The effort has had limited success, especially as production ramps up in Nigeria and Libya, along with rising shale output in the United States, which is not part of the agreement.
“I think that these countries (Nigeria and Libya) should join other responsible oil producers and contribute to the market stabilization initiative as they reach a stable level of output,” Novak told The Financial Times.
“We believe that once oil output in Libya and Nigeria stabilizes, there will be less uncertainty on the market as to their future moves,” said Novak, who added that the issue would be on the agenda of the July 24 meeting.

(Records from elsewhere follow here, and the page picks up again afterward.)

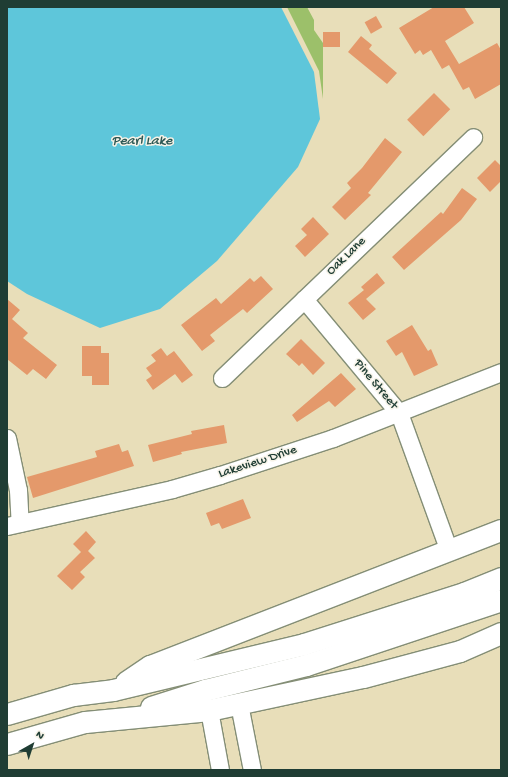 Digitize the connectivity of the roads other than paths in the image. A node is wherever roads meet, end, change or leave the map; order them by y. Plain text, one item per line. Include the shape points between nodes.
1 (473, 137) dead end
2 (304, 299) junction
3 (501, 372) edge
4 (222, 378) dead end
5 (399, 413) junction
6 (7, 438) edge
7 (14, 525) edge
8 (501, 530) edge
9 (449, 551) junction
10 (501, 578) edge
11 (501, 600) edge
12 (501, 633) edge
13 (113, 690) junction
14 (239, 704) junction
15 (209, 710) junction
16 (7, 714) edge
17 (104, 721) junction
18 (7, 744) edge
19 (220, 770) edge
20 (252, 770) edge

1 - 2 street, Oak Lane
2 - 4 street, Oak Lane
2 - 5 street, Pine Street
3 - 5 street, Lakeview Drive
5 - 7 street, Lakeview Drive via 172,489
5 - 9 street, Pine Street
6 - 7 street via 18,490
8 - 9 main road
9 - 13 main road via 150,666
10 - 13 main road via 464,593 304,644
11 - 17 main road via 306,665 205,690
12 - 14 main road via 460,650 363,678
13 - 16 main road via 73,695
14 - 15 main road
14 - 20 street
15 - 17 main road
15 - 19 street
17 - 18 main road via 84,722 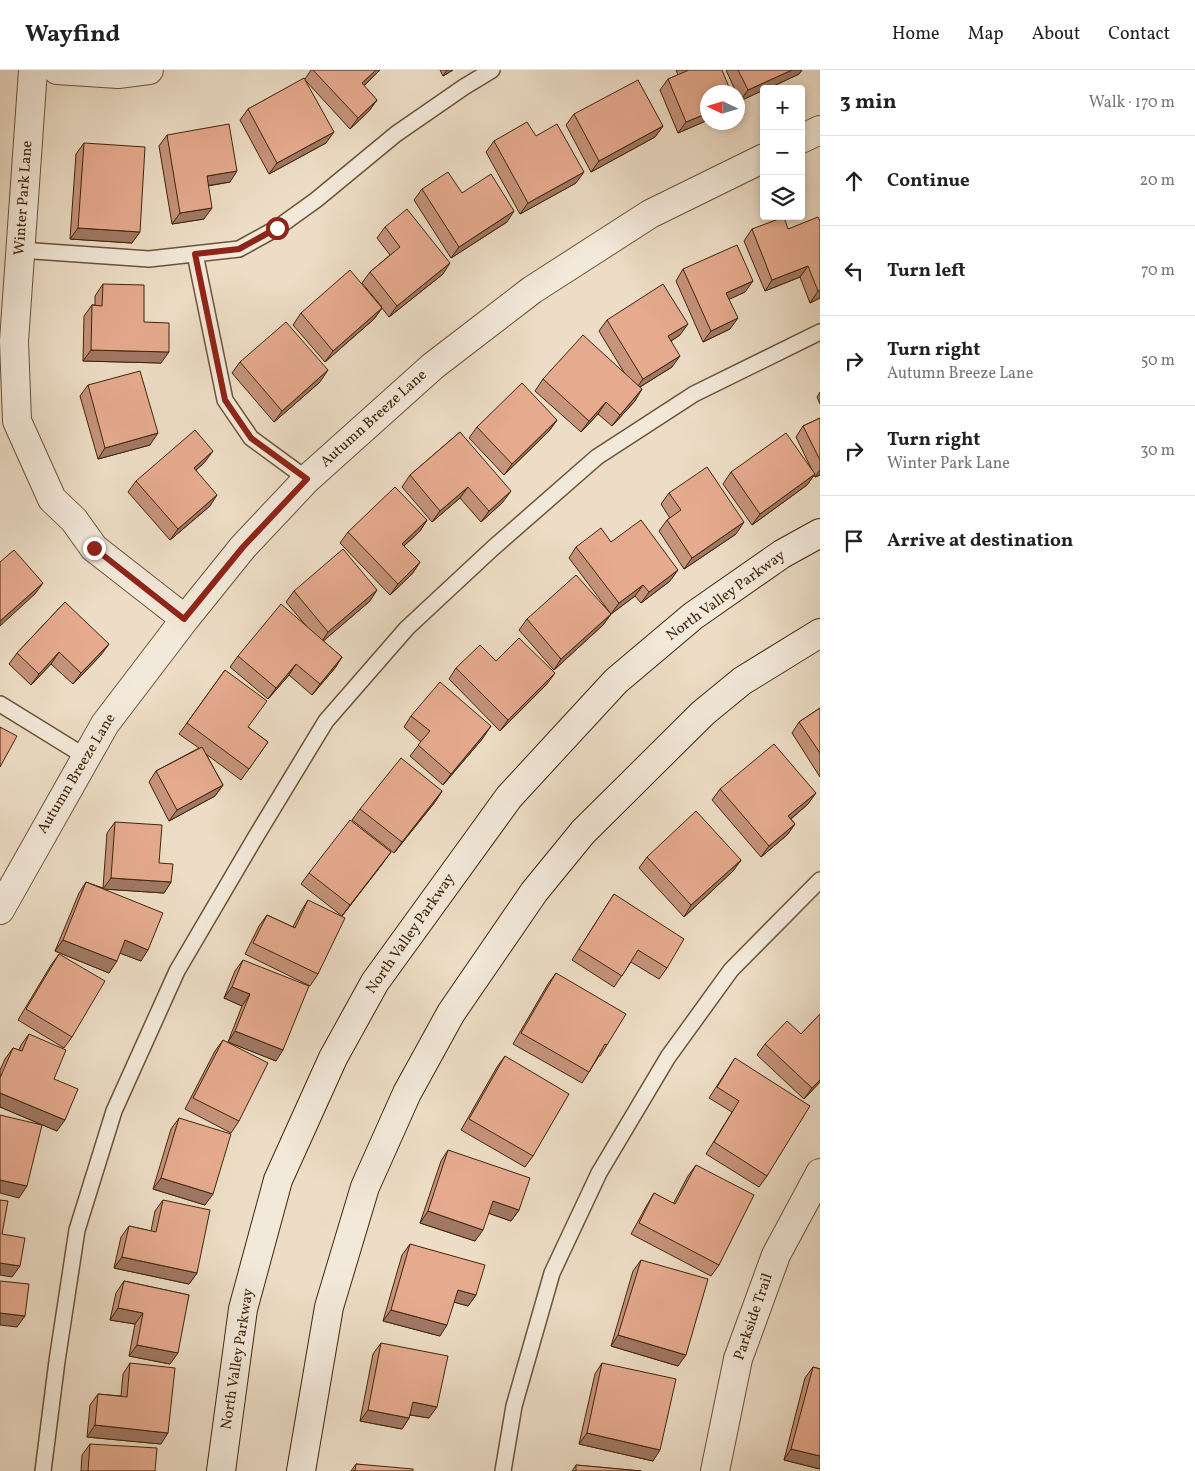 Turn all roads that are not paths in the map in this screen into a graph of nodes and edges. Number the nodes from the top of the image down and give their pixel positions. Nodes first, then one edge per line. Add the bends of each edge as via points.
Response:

The Arab News reported that some ministers may seek to have the two countries formally asked to join the accord.
The agreement, which seeks to cut total output by 1.8 million barrels a day, initially helped lift oil prices. But they are down about 13 percent in 2017.
Separately, Novak told the Financial Times that Russia was looking to continue widening its ties to Saudi Arabia’s energy sector.
“Russian and Saudi companies are exploring opportunities in both oil and gas sectors,” he said. “We also remain proactive in our dialogue with our Saudi partners on technology cooperation between our countries.”